*** Block opens ***

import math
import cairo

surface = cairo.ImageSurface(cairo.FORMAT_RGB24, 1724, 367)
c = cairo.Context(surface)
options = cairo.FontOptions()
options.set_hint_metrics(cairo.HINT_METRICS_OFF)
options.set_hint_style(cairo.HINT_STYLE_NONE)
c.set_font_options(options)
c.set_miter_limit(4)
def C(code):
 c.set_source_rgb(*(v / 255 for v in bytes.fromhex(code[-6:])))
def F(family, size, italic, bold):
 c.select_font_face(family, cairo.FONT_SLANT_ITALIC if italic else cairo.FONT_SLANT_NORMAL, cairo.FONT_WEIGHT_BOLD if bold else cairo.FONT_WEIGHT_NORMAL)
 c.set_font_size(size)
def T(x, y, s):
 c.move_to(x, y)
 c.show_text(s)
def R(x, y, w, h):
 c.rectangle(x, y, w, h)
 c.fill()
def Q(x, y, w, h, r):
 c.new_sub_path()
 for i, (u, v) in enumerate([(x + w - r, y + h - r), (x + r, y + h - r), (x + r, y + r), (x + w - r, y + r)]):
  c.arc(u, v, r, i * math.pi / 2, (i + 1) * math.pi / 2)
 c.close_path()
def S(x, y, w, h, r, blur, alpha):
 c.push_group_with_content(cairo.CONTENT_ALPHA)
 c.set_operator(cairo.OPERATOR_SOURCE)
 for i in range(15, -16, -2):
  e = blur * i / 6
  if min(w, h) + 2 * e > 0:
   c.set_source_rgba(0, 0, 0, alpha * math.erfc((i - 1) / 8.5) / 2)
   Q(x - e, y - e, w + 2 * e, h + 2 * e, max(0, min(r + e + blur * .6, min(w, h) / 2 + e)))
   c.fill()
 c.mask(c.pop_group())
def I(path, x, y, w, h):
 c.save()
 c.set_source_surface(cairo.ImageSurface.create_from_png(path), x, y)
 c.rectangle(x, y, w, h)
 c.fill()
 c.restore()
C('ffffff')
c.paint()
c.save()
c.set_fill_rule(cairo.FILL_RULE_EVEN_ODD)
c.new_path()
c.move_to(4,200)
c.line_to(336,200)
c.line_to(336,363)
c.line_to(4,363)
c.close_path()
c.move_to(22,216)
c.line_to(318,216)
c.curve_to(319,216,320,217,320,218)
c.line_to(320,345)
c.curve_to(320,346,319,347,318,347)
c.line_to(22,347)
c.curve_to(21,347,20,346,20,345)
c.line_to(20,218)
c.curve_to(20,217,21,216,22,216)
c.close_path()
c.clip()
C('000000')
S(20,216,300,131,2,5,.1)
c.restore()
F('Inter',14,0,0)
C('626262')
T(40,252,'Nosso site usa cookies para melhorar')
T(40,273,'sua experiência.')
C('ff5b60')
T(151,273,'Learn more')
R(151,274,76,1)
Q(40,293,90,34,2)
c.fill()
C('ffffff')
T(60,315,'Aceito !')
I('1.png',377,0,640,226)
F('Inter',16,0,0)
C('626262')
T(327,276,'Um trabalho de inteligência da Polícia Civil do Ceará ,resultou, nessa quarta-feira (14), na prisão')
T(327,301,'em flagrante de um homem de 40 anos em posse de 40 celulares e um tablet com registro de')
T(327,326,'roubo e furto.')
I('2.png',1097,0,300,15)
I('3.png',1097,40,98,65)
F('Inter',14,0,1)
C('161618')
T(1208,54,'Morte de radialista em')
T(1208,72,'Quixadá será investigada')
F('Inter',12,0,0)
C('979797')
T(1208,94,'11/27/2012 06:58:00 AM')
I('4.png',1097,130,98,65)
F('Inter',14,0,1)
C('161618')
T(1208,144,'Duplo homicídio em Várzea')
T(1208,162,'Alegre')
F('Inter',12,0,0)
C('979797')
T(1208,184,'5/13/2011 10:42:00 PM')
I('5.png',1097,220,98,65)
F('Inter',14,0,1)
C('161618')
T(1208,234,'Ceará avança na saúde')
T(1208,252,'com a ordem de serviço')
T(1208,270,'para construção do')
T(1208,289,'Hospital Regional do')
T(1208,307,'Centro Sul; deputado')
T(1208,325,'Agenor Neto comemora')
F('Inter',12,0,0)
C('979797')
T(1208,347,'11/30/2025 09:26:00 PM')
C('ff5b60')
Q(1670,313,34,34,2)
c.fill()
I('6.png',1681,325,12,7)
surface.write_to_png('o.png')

*** Block closes ***

### BRIEF:
Only a number is wanted here: how many lines above hold the string "options"?

### RESPONSE FOR THIS EXERCISE:
4